BEGIN SOURCE INFORMATION

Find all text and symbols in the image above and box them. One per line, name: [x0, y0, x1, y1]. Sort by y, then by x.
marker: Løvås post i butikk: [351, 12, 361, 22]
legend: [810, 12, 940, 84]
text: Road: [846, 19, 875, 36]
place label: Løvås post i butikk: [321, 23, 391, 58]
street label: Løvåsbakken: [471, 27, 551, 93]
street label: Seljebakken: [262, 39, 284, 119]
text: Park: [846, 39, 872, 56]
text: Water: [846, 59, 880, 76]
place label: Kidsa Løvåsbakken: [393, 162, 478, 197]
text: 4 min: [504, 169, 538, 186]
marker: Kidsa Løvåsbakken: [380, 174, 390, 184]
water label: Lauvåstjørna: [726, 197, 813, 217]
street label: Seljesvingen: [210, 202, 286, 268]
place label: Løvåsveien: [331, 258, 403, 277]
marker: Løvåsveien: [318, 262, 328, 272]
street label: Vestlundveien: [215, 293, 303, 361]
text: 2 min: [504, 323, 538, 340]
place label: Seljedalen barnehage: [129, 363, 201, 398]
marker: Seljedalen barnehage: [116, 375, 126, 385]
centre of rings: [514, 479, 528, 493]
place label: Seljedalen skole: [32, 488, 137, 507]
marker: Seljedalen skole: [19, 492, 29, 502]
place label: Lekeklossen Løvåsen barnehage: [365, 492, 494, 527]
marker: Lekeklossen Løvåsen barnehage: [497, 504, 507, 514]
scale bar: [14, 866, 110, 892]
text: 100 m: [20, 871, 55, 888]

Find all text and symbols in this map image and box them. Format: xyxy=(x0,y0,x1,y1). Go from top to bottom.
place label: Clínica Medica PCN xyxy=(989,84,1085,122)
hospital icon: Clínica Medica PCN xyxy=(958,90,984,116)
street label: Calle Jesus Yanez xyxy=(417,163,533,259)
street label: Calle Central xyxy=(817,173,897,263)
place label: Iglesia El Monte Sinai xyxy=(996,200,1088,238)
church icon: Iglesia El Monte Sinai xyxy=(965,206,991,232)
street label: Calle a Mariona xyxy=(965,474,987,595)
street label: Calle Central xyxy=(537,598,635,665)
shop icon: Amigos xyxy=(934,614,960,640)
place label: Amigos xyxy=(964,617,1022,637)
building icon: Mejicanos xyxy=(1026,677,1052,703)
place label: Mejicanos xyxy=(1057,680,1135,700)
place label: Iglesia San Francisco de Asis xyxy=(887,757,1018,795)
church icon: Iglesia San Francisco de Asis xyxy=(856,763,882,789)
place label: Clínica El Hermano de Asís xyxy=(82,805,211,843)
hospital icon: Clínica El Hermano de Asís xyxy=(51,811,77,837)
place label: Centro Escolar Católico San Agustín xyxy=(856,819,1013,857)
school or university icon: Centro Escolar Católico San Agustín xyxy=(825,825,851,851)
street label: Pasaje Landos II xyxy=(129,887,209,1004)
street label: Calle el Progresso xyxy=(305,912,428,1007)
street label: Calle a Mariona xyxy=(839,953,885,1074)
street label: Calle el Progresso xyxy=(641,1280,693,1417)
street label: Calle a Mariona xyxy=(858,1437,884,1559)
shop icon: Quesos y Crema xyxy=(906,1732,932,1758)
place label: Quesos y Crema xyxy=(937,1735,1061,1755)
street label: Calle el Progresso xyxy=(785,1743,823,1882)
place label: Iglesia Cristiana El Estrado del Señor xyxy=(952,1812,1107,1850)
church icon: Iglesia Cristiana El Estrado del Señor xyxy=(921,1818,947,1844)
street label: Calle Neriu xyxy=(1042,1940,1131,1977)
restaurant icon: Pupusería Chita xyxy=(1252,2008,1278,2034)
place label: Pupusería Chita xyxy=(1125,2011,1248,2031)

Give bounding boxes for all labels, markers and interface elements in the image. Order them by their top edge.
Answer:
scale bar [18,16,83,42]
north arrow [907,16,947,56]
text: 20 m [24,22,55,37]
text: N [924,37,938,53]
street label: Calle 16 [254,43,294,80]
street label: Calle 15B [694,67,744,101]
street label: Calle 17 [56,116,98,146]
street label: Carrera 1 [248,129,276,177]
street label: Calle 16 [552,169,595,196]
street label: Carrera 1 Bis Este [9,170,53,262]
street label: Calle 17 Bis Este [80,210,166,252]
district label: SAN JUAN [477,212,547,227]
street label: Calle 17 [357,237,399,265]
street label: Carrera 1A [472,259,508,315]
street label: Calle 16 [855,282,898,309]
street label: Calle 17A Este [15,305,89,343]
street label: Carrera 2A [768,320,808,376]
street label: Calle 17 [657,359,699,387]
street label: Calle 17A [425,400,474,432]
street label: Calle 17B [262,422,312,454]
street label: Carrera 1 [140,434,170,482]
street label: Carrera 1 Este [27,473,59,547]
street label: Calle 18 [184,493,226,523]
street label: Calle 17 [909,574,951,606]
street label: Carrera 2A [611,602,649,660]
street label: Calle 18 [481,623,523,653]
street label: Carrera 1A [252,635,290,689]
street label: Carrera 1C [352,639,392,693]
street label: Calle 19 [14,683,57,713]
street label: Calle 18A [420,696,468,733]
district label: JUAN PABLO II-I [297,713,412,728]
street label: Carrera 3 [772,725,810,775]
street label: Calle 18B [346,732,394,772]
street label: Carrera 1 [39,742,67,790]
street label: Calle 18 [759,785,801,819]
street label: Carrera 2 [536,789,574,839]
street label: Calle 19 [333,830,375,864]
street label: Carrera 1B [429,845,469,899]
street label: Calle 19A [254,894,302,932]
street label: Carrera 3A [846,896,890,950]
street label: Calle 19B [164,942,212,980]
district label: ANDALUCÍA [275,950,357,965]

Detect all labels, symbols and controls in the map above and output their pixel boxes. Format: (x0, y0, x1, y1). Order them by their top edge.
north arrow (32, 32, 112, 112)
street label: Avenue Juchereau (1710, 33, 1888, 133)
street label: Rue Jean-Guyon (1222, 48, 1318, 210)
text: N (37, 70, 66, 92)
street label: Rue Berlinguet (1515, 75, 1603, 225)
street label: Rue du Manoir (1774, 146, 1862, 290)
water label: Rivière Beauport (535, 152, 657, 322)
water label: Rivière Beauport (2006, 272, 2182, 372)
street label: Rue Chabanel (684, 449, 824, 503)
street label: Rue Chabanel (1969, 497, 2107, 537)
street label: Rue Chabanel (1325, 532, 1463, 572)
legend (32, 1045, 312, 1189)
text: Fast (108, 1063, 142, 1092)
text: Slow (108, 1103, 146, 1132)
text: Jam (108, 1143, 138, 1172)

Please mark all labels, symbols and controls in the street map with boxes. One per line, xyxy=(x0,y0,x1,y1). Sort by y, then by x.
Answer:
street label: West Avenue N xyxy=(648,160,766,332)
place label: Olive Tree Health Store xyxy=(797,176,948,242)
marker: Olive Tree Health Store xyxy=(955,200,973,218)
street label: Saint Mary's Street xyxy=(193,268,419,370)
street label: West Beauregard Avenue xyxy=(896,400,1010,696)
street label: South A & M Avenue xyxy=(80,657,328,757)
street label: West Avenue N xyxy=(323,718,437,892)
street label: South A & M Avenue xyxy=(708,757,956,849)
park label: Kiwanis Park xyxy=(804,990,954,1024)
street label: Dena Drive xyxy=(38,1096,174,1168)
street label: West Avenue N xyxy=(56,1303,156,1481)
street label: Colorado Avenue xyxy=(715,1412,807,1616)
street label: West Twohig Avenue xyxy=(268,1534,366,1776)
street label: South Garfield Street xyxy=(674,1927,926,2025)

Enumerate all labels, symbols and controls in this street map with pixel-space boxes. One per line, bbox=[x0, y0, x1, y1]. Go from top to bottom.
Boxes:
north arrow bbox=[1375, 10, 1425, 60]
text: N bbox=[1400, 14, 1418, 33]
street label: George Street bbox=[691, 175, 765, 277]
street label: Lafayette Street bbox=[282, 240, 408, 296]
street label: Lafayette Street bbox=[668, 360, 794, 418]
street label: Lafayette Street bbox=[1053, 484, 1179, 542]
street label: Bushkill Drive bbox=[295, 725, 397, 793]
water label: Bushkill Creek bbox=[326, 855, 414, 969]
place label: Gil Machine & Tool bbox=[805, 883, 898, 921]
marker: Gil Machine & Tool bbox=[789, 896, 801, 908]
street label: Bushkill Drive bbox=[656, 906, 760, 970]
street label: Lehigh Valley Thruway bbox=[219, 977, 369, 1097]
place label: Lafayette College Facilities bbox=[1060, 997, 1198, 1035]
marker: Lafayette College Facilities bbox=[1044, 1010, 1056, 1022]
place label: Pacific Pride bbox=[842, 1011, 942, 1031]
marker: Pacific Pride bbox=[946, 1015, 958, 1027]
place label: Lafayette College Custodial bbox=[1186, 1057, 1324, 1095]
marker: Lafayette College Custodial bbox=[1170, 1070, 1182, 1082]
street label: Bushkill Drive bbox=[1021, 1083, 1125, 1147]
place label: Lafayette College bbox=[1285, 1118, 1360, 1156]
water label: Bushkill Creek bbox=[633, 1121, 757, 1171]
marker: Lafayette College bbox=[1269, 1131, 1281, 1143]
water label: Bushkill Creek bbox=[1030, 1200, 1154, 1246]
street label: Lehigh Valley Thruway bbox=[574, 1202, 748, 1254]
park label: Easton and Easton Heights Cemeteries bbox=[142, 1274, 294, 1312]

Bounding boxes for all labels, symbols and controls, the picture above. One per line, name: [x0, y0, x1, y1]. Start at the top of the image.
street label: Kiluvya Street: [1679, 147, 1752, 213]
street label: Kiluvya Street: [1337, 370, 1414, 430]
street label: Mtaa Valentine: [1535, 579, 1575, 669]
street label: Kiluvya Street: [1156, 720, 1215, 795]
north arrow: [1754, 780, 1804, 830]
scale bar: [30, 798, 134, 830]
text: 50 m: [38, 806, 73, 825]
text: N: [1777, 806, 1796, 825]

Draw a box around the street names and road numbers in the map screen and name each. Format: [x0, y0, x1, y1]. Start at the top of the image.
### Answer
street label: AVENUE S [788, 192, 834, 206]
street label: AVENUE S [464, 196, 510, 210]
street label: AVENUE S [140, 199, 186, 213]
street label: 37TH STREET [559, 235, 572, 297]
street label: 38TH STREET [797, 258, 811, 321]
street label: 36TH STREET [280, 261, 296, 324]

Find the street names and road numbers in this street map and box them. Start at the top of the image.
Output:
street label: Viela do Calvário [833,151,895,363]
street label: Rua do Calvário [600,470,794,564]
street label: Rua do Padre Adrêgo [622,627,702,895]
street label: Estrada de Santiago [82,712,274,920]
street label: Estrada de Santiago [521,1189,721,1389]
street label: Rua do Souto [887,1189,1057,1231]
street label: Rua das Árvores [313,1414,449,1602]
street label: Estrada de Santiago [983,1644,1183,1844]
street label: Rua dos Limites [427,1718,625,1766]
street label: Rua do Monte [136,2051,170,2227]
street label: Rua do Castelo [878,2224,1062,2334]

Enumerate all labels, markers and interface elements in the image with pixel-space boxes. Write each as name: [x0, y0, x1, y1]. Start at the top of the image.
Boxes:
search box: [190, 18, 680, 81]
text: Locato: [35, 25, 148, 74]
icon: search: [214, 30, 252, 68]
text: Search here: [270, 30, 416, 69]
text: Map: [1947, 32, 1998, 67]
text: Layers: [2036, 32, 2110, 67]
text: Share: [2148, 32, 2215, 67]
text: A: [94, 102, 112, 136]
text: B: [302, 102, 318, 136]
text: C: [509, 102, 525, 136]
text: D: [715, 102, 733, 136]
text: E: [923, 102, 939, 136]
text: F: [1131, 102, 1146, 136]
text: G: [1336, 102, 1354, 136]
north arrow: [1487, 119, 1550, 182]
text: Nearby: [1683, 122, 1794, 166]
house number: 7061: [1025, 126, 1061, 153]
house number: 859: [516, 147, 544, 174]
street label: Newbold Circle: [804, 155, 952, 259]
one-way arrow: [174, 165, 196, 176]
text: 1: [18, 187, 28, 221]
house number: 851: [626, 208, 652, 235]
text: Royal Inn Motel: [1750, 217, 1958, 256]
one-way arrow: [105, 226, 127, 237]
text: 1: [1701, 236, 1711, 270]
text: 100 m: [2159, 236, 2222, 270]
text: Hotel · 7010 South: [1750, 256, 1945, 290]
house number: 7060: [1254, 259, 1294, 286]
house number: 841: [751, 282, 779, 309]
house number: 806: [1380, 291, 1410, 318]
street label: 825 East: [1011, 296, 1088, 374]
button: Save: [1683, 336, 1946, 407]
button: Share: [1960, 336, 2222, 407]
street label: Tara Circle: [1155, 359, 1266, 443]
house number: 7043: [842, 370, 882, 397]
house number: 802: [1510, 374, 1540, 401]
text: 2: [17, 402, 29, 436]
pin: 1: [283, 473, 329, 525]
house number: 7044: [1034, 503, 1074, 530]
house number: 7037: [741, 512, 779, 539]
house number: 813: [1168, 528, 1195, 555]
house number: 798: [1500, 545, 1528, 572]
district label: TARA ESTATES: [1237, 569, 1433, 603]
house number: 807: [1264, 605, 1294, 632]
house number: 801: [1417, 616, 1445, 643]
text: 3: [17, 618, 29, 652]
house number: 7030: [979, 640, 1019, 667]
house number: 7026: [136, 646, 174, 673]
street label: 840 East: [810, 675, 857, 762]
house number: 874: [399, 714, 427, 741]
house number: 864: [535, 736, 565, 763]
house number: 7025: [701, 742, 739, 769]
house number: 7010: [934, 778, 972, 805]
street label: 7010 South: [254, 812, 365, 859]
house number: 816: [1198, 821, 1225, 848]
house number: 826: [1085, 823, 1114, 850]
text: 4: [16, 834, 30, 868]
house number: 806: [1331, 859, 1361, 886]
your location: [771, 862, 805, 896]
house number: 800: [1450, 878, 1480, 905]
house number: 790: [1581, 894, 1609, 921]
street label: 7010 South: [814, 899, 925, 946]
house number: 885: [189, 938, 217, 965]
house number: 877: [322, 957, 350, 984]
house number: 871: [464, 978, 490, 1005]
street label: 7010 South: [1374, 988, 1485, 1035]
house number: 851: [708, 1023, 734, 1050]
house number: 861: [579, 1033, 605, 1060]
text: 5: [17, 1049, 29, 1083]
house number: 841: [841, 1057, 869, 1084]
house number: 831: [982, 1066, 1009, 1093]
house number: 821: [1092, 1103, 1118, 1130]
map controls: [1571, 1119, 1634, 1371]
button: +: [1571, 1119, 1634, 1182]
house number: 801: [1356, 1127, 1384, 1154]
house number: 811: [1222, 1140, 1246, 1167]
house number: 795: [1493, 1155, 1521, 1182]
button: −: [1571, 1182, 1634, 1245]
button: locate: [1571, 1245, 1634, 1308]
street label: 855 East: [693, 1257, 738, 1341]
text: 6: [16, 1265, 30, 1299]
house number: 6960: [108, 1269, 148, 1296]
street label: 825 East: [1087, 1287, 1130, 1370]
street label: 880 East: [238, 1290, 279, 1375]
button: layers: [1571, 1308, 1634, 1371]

END SOURCE INFORMATION

TASK ITEM: Search the data for the string "Santiago". List each line that has it.

WRITTEN SOLUTION:
street label: Estrada de Santiago [82,712,274,920]
street label: Estrada de Santiago [521,1189,721,1389]
street label: Estrada de Santiago [983,1644,1183,1844]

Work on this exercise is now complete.